Functional XSLT/XPath/XQuery - #2 Functor pattern
In the previous blog we introduced some machinery, the id function, and function composition, we talked about function types, and invented an informal notion of parametric types in order to aid our thinking.
We now move onto the functional patterns. These are a bit like OO patterns but have more formal mathematical underpinnings. Knowing what to call the things is problematic in itself, in mathematics these underpinnings are called a category, in functional circles they are often called a typeclass , this is a borrowed term from Haskell that has a particular mechanism for implementing them which may be misleading, other languages have different mechanisms, some languages have no formal mechanism, but have informal mechanisms, or no mechanism at all apart from idiomatic usage, like an OO pattern.

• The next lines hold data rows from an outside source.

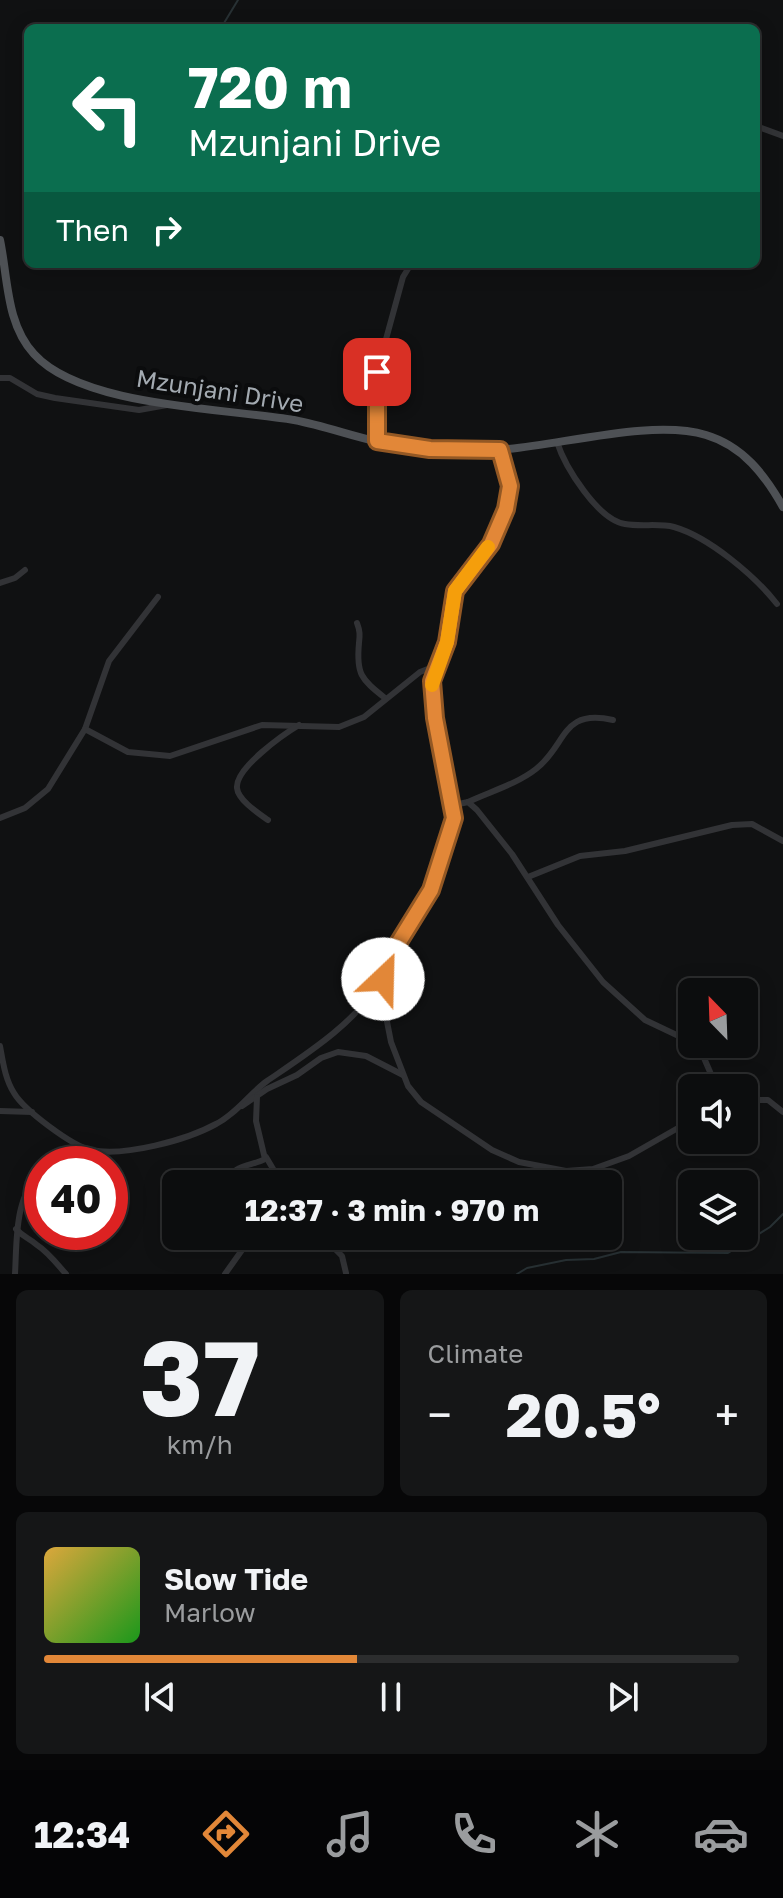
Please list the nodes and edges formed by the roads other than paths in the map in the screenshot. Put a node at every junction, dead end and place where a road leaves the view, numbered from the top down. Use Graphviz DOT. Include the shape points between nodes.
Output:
graph roads {
  1 [pos="760,127"];
  2 [pos="783,136"];
  3 [pos="0,240"];
  4 [pos="409,268"];
  5 [pos="0,378"];
  6 [pos="170,404"];
  7 [pos="377,441"];
  8 [pos="557,442"];
  9 [pos="500,450"];
  10 [pos="783,507"];
  11 [pos="25,570"];
  12 [pos="0,583"];
  13 [pos="158,597"];
  14 [pos="777,604"];
  15 [pos="357,623"];
  16 [pos="438,665"];
  17 [pos="385,698"];
  18 [pos="613,720"];
  19 [pos="299,725"];
  20 [pos="85,729"];
  21 [pos="451,802"];
  22 [pos="468,802"];
  23 [pos="0,818"];
  24 [pos="268,820"];
  25 [pos="783,841"];
  26 [pos="528,877"];
  27 [pos="383,979"];
  28 [pos="0,1046"];
  29 [pos="711,1074"];
  30 [pos="403,1075"];
  31 [pos="257,1097"];
  32 [pos="758,1100"];
  33 [pos="234,1110"];
  34 [pos="0,1111"];
  35 [pos="783,1112"];
  36 [pos="35,1113"];
  37 [pos="678,1128"];
  38 [pos="77,1146"];
  39 [pos="128,1149"];
  40 [pos="266,1157"];
  41 [pos="235,1170"];
  42 [pos="274,1170"];
  43 [pos="24,1204"];
  44 [pos="16,1229"];
  45 [pos="242,1250"];
  46 [pos="336,1250"];
  47 [pos="346,1273"];
  48 [pos="15,1274"];
  49 [pos="66,1274"];
  50 [pos="225,1274"];
  1 -- 2 [label="street"];
  3 -- 6 [label="main road, Mzunjani Drive" via="17,328 34,354 67,379"];
  4 -- 7 [label="street" via="377,372"];
  5 -- 6 [label="street" via="55,398 145,410"];
  6 -- 7 [label="main road, Mzunjani Drive" via="295,420"];
  7 -- 9 [label="main road, Mzunjani Drive" via="417,448"];
  8 -- 9 [label="main road, Mzunjani Drive"];
  8 -- 10 [label="main road, Mzunjani Drive" via="653,431 705,434 749,459"];
  8 -- 14 [label="street" via="567,466 608,517 692,534 758,582"];
  9 -- 16 [label="street" via="510,486 506,509 491,544 455,591"];
  11 -- 12 [label="street"];
  13 -- 20 [label="street" via="109,661"];
  15 -- 17 [label="street" via="360,676"];
  16 -- 17 [label="street"];
  16 -- 21 [label="street" via="432,699"];
  17 -- 19 [label="street" via="346,724"];
  18 -- 22 [label="street" via="579,719 538,767"];
  19 -- 20 [label="street" via="262,725 170,756 128,752"];
  19 -- 24 [label="street" via="272,743 237,784 241,797"];
  20 -- 23 [label="street" via="48,789 25,808"];
  21 -- 22 [label="street"];
  21 -- 27 [label="street" via="452,827 431,890 389,958"];
  22 -- 26 [label="street"];
  25 -- 26 [label="street" via="752,824 732,825 625,851 580,856"];
  26 -- 29 [label="street" via="603,982 645,1020 674,1032 700,1054"];
  27 -- 30 [label="street" via="386,1019"];
  27 -- 33 [label="street" via="322,1043"];
  28 -- 36 [label="street" via="14,1094"];
  30 -- 31 [label="street" via="366,1056 338,1052"];
  30 -- 37 [label="street" via="421,1102 492,1150 554,1170 606,1164"];
  31 -- 33 [label="street"];
  31 -- 40 [label="street" via="256,1125"];
  32 -- 35 [label="street" via="768,1100"];
  33 -- 39 [label="street" via="211,1127"];
  34 -- 36 [label="street"];
  36 -- 38 [label="street"];
  40 -- 41 [label="street"];
  40 -- 42 [label="street"];
  43 -- 44 [label="street"];
  44 -- 48 [label="street"];
  44 -- 49 [label="street"];
  45 -- 50 [label="street"];
  46 -- 47 [label="street"];
}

We wont get too hung up on this, we will try to use pattern or idiom to mean an informal usage, we will try to use category to mean the underlying formal theory, and we will introduce a suitable mechanism based on Map to allow slightly more structured usage later on.
#2 - The Functor pattern
#2.1 Sequence
The good news here is you already know this pattern, you already use it, implicitly and explicitly. Its most familiar in the context of mapping elements of a sequence.
Consider the following XSLT code (using any xml input):
<xsl:stylesheet xmlns:xsl="http://www.w3.org/1999/XSL/Transform"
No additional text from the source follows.